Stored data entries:
----
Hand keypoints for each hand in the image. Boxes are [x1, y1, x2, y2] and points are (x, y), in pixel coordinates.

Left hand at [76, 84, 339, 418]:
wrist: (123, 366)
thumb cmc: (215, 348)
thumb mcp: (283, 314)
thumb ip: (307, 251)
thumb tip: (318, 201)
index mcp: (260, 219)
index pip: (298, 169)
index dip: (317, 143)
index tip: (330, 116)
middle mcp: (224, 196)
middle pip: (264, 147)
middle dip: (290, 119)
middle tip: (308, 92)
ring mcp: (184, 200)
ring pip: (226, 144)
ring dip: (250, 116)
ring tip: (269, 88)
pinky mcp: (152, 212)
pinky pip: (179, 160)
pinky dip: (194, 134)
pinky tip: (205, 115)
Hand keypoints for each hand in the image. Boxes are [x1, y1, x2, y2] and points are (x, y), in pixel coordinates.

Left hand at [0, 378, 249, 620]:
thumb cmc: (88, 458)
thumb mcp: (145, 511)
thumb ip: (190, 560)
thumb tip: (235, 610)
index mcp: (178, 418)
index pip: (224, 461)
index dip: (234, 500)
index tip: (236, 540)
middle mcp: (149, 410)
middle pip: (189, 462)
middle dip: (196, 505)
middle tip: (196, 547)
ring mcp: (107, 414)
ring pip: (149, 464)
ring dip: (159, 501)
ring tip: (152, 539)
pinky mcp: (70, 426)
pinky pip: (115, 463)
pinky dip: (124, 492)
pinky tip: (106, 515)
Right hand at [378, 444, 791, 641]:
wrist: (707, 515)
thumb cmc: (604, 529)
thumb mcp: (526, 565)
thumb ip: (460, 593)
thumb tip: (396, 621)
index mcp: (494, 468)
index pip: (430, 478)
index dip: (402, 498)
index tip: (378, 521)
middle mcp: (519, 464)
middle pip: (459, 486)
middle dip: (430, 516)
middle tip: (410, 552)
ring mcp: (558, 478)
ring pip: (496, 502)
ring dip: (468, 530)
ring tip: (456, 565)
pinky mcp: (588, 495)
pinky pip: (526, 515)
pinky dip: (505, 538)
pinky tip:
----
== PROMPT ==
Please retype all of the data above exactly as written.

== EXERCISE RESPONSE ==
Hand keypoints for each hand in the image. Boxes are [x1, y1, x2, y2] and points are (x, y), in pixel coordinates.

Left hand at [76, 84, 339, 418]:
wrist: (123, 366)
thumb cmc: (215, 348)
thumb mcp: (283, 314)
thumb ip: (307, 251)
thumb tip: (318, 201)
index mcp: (260, 219)
index pip: (298, 169)
index dip: (317, 143)
index tip: (330, 116)
middle mcp: (224, 196)
middle pip: (264, 147)
middle dip: (290, 119)
middle tip: (308, 92)
ring mcp: (184, 200)
ring pip: (226, 144)
ring dip: (250, 116)
ring tip: (269, 88)
pinky mcp: (152, 212)
pinky pip: (179, 160)
pinky dip: (194, 134)
pinky tip: (205, 115)
Hand keypoints for each hand in the image. Boxes are [x1, y1, x2, y2] and points are (x, y), in pixel coordinates.

Left hand at [0, 378, 249, 620]:
thumb cmc: (88, 458)
thumb mcp: (145, 511)
thumb ip: (190, 560)
thumb tip: (235, 610)
index mcp: (178, 418)
index pip: (224, 461)
index dip: (234, 500)
index tip: (236, 540)
middle mcp: (149, 410)
middle pip: (189, 462)
middle dip: (196, 505)
middle tip: (196, 547)
ring mcp: (107, 414)
ring pip: (149, 464)
ring dip: (159, 501)
ring tip: (152, 539)
pinky mcp: (70, 426)
pinky pip: (115, 463)
pinky dip: (124, 492)
pinky tip: (106, 515)
Right hand at [378, 444, 791, 641]:
wrist: (707, 515)
thumb cmc: (604, 529)
thumb mcp: (526, 565)
thumb ip: (460, 593)
thumb tip: (396, 621)
index mcp: (494, 468)
index pip: (430, 478)
index dip: (402, 498)
index tip: (378, 521)
middle mcp: (519, 464)
middle pip: (459, 486)
middle dip: (430, 516)
middle tip: (410, 552)
ring mcp: (558, 478)
ring pip: (496, 502)
ring dip: (468, 530)
ring tip: (456, 565)
pinky mcp: (588, 495)
pinky pip: (526, 515)
pinky dip: (505, 538)
pinky tip:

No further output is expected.